### WORK TASK
Every single record below is to be reproduced exactly.

### Collection entries
────────────────
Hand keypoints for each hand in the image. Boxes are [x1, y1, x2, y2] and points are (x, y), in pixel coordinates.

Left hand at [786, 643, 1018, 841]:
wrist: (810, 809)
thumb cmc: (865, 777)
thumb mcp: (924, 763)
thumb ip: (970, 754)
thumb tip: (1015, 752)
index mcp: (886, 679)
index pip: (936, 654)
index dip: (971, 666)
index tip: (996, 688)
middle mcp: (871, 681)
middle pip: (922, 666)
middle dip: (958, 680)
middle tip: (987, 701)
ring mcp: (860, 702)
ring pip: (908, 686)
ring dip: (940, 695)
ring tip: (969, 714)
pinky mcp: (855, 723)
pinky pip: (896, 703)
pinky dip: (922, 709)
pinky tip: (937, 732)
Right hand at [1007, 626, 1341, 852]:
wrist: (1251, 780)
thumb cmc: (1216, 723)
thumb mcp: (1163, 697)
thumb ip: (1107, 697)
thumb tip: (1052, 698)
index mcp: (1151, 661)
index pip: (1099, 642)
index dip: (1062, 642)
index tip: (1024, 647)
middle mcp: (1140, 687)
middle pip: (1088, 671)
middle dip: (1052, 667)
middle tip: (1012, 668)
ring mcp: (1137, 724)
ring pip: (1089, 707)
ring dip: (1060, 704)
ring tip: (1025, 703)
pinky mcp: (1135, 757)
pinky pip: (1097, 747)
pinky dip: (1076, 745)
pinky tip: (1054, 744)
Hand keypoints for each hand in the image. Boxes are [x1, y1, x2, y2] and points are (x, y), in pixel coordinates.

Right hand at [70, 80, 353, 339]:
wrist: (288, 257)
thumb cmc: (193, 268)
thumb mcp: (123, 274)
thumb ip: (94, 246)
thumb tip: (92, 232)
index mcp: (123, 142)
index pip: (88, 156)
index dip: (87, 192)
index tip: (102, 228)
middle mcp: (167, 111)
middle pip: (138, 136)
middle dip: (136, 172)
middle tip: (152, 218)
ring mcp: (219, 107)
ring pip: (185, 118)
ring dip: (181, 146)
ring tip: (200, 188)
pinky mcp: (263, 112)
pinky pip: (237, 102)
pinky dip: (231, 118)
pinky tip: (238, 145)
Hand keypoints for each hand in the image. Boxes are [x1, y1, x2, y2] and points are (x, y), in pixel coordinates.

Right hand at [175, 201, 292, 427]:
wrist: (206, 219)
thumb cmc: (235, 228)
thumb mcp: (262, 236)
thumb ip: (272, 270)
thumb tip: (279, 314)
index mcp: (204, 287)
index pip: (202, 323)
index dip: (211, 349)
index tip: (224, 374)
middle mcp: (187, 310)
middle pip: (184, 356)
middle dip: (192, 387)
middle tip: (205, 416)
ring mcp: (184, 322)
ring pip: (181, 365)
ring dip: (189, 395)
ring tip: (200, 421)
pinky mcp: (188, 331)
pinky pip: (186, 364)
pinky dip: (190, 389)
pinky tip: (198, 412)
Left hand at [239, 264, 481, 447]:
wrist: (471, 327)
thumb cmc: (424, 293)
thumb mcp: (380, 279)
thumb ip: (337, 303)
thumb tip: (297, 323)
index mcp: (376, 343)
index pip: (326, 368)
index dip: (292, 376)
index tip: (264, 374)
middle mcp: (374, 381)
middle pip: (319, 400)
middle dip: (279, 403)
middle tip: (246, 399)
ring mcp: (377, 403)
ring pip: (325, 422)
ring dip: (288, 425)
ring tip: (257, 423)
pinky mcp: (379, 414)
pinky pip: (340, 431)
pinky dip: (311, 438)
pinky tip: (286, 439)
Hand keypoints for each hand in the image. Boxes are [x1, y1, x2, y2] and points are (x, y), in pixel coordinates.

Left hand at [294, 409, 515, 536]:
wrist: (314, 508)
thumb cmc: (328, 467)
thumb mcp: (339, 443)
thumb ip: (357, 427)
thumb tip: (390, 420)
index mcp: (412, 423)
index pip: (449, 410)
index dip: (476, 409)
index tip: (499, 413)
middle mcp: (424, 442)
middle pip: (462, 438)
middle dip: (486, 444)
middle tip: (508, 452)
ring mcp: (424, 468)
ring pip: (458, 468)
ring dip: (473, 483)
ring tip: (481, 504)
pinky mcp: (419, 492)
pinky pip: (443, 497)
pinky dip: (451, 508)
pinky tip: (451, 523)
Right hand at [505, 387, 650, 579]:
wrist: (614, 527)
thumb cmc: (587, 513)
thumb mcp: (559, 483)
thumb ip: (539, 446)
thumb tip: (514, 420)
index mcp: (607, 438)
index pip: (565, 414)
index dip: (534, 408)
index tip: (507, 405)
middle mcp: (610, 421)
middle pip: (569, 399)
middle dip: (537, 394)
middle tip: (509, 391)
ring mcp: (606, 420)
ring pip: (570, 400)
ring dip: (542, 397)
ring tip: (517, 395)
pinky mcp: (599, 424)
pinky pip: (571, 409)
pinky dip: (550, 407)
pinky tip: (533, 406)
────────────────
### WORKED SOLUTION
Hand keypoints for each hand in the image. Boxes are [x1, y1, x2, y2] and points are (x, y), in pixel coordinates.

Left hand at [786, 643, 1018, 841]:
wrist: (810, 809)
thumb cmc: (865, 777)
thumb mcp: (924, 763)
thumb ip: (970, 754)
thumb tip: (1015, 752)
index mcp: (886, 679)
index pip: (936, 654)
index dip: (971, 666)
index tip: (996, 688)
middle mcp: (871, 681)
middle pip: (922, 666)
middle dip: (958, 680)
middle tip: (987, 701)
ring mcp: (860, 702)
ring pip: (908, 686)
ring dip: (940, 695)
ring tip: (969, 714)
pinky mcp: (855, 723)
pinky pip: (896, 703)
pinky dip: (922, 709)
pinky tip: (937, 732)
Right hand at [1007, 626, 1341, 852]:
wrist: (1251, 780)
thumb cmc: (1216, 723)
thumb mcp: (1163, 697)
thumb ip: (1107, 697)
thumb tip: (1052, 698)
index mcp: (1151, 661)
index pip: (1099, 642)
index dip: (1062, 642)
index tip: (1024, 647)
middle mcp: (1140, 687)
middle pip: (1088, 671)
middle dip: (1052, 667)
middle tip: (1012, 668)
ring mcp: (1137, 724)
ring pip: (1089, 707)
ring dip: (1060, 704)
ring tip: (1025, 703)
pinky mcp: (1135, 757)
pinky pip: (1097, 747)
pinky dip: (1076, 745)
pinky tip: (1054, 744)
Hand keypoints for each hand in the image. Boxes are [x1, y1, x2, y2] and points are (x, y), in pixel coordinates.

Right hand at [70, 80, 353, 339]:
wrist: (288, 257)
thumb cmc: (193, 268)
thumb mcp: (123, 274)
thumb ip: (94, 246)
thumb tip: (92, 232)
index mcp: (123, 142)
index pip: (88, 156)
index dip: (87, 192)
index tip: (102, 228)
middle mcp: (167, 111)
middle pip: (138, 136)
middle dip: (136, 172)
middle tip: (152, 218)
ring mcp: (219, 107)
ring pip: (185, 118)
ring dip: (181, 146)
ring tip: (200, 188)
pinky mcp: (263, 112)
pinky pip: (237, 102)
pinky dip: (231, 118)
pinky tip: (238, 145)
Hand keypoints for each hand in the image. Boxes are [x1, y1, x2, y2] and points are (x, y), in pixel coordinates.

Right hand at [175, 201, 292, 427]:
wrist: (206, 219)
thumb cmc: (235, 228)
thumb mcp: (262, 236)
thumb ip: (272, 270)
thumb tip: (279, 314)
index mcp: (204, 287)
index pip: (202, 323)
index dip: (211, 349)
index tip: (224, 374)
middle mcp: (187, 310)
middle pip: (184, 356)
middle dip: (192, 387)
middle tip: (205, 416)
ring mcp: (184, 322)
ring pip: (181, 365)
ring dip: (189, 395)
ring tip: (200, 421)
pinky mcp: (188, 331)
pinky pip: (186, 364)
pinky dip: (190, 389)
pinky tip: (198, 412)
Left hand at [239, 264, 481, 447]:
wrist: (471, 327)
thumb cmc: (424, 293)
thumb mcp: (380, 279)
thumb ip: (337, 303)
thumb tip: (297, 323)
index mcp: (376, 343)
index pip: (326, 368)
index dip: (292, 376)
index tip: (264, 374)
middle mcp: (374, 381)
middle pip: (319, 400)
middle dip: (279, 403)
middle tip: (246, 399)
ring mcp: (377, 403)
ring pip: (325, 422)
ring dip: (288, 425)
ring tip: (257, 423)
pinky mcp: (379, 414)
pinky pip: (340, 431)
pinky dip: (311, 438)
pinky tip: (286, 439)
Hand keypoints for each hand in the image. Boxes are [x1, y1, x2, y2] and points are (x, y), in pixel coordinates.

Left hand at [294, 409, 515, 536]:
wrist: (314, 508)
thumb cmc: (328, 467)
thumb mcp: (339, 443)
thumb ip: (357, 427)
thumb tip: (390, 420)
index mcp: (412, 423)
index pip: (449, 410)
index dip: (476, 409)
index tip: (499, 413)
middle mcp: (424, 442)
middle pip: (462, 438)
middle dip: (486, 444)
middle tip: (508, 452)
ring mcp: (424, 468)
ring pip: (458, 468)
ring dip: (473, 483)
ring tip: (481, 504)
pinky mcp: (419, 492)
pinky pip: (443, 497)
pinky dip: (451, 508)
pinky tip: (451, 523)
Right hand at [505, 387, 650, 579]:
wrist: (614, 527)
thumb cmc: (587, 513)
thumb mcp: (559, 483)
thumb ip: (539, 446)
thumb tip: (514, 420)
index mcp: (607, 438)
index pip: (565, 414)
index dip: (534, 408)
index tip: (507, 405)
middle mcp: (610, 421)
middle pip: (569, 399)
middle dip: (537, 394)
middle tip: (509, 391)
ring mcp: (606, 420)
ring pip: (570, 400)
ring dip: (542, 397)
ring tip: (517, 395)
pinky mcp: (599, 424)
pinky pip: (571, 409)
pinky dip: (550, 407)
pinky tip: (533, 406)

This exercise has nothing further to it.